■ Directions for this task
Check every line of the data for the word "SAMAKKEA", and copy those that have it.

Stored items from a collection:
== == ==

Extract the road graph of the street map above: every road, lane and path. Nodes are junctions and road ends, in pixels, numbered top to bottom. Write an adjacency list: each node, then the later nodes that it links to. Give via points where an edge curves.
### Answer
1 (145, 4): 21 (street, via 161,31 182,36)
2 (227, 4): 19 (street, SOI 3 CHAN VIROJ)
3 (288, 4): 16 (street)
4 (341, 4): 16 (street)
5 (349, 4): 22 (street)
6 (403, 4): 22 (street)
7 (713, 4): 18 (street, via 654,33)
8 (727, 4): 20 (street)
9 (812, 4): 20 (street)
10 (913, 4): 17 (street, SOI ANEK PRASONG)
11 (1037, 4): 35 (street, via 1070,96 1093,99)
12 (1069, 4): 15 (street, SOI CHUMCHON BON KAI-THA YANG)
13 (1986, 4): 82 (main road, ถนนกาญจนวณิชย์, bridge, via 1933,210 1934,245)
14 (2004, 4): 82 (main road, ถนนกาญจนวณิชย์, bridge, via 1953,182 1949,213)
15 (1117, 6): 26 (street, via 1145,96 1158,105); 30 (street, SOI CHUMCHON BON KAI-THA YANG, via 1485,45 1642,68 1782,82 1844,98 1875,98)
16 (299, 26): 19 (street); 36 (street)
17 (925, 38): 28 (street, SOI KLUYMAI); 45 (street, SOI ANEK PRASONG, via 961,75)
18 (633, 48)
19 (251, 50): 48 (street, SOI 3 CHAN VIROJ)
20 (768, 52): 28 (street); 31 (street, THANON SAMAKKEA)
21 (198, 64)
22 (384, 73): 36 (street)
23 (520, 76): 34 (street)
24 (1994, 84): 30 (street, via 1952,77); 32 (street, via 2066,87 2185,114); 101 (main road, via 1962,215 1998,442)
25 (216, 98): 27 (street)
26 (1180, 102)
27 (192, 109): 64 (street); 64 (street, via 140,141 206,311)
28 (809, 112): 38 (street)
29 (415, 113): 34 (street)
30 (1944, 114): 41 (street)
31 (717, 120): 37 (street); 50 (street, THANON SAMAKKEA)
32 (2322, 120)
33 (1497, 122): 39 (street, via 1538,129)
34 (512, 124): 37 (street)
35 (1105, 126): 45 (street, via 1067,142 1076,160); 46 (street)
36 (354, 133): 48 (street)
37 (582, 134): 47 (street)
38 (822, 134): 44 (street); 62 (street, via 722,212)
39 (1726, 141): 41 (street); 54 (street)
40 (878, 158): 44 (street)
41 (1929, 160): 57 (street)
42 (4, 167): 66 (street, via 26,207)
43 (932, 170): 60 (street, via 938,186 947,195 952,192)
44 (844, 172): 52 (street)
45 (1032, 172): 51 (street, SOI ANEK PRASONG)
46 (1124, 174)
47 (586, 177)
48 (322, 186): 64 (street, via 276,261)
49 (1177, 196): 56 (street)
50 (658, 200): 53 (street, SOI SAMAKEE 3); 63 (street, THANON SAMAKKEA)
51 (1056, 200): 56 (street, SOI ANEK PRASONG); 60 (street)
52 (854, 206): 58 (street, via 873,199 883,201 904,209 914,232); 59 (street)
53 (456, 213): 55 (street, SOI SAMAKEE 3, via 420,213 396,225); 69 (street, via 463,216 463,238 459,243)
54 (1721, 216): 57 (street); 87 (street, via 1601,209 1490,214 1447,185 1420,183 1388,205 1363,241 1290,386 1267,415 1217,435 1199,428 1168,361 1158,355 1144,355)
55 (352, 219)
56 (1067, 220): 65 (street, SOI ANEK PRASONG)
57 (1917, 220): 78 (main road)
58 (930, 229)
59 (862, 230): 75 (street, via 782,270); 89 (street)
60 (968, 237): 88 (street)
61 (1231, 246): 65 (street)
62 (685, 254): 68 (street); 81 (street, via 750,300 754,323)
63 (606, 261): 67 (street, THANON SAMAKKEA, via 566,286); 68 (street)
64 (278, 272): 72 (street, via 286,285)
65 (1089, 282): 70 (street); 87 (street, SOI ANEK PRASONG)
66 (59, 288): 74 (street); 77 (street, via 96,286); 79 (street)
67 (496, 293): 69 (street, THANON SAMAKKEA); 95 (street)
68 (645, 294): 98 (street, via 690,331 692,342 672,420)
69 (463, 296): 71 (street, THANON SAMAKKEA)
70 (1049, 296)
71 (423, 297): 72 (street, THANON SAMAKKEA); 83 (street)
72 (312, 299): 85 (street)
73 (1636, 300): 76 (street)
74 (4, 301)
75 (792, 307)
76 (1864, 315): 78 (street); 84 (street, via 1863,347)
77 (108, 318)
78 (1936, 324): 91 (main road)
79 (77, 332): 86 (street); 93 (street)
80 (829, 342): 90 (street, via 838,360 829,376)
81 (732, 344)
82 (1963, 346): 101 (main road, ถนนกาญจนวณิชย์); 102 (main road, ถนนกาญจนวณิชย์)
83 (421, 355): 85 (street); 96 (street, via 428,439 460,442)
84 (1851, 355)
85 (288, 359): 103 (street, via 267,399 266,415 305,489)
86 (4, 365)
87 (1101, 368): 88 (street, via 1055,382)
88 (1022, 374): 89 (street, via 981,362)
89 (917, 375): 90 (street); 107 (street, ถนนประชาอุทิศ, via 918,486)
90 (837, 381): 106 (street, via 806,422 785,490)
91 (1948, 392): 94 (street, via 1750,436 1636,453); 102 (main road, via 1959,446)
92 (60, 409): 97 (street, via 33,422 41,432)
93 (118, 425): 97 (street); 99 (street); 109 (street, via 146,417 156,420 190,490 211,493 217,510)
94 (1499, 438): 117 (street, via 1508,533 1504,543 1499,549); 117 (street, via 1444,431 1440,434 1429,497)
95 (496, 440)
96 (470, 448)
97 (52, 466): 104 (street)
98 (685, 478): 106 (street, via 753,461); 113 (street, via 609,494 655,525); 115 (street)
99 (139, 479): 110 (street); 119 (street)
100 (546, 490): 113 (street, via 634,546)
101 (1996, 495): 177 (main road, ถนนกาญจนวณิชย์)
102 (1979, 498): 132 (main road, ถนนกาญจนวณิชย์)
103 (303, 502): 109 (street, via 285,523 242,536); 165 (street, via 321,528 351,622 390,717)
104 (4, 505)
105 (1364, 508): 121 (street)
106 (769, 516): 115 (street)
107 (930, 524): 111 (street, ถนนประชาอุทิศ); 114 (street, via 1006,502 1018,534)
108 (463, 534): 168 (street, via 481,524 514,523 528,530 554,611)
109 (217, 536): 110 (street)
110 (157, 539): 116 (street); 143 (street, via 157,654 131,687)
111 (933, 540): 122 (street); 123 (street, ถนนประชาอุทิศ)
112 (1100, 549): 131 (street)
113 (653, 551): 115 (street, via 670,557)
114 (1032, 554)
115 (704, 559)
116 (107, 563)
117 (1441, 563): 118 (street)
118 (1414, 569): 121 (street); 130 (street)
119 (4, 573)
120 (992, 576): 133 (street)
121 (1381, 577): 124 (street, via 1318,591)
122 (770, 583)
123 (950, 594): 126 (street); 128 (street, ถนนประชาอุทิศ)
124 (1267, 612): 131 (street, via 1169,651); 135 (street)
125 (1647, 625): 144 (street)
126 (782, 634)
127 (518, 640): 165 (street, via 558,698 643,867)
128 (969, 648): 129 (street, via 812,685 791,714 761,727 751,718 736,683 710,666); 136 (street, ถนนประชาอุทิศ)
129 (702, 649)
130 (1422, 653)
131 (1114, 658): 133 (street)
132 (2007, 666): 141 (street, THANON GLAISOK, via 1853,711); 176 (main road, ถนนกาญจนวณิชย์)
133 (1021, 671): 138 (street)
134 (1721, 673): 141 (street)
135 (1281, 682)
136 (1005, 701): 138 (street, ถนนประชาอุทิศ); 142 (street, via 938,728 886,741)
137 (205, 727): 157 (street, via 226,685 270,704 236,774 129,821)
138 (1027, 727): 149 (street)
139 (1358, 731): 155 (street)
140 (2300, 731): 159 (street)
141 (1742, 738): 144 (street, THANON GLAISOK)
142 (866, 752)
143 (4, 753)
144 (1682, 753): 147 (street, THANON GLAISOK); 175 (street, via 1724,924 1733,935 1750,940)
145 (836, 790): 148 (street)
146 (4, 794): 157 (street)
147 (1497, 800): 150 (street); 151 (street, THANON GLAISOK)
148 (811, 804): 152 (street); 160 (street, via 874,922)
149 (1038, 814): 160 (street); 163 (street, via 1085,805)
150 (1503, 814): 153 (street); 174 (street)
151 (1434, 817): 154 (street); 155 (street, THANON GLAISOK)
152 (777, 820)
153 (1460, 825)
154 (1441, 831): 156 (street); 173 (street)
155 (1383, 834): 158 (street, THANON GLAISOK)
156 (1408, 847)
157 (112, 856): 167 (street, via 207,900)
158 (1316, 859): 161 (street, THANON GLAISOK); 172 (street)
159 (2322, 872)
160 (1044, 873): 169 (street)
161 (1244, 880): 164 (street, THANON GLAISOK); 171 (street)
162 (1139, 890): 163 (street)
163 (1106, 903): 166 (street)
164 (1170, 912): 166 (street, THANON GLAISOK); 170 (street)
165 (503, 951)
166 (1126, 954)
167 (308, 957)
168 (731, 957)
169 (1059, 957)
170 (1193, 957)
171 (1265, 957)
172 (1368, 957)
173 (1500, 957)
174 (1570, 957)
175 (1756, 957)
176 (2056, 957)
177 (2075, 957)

== == ==

■ Written response
20 (768, 52): 28 (street); 31 (street, THANON SAMAKKEA)
31 (717, 120): 37 (street); 50 (street, THANON SAMAKKEA)
50 (658, 200): 53 (street, SOI SAMAKEE 3); 63 (street, THANON SAMAKKEA)
63 (606, 261): 67 (street, THANON SAMAKKEA, via 566,286); 68 (street)
67 (496, 293): 69 (street, THANON SAMAKKEA); 95 (street)
69 (463, 296): 71 (street, THANON SAMAKKEA)
71 (423, 297): 72 (street, THANON SAMAKKEA); 83 (street)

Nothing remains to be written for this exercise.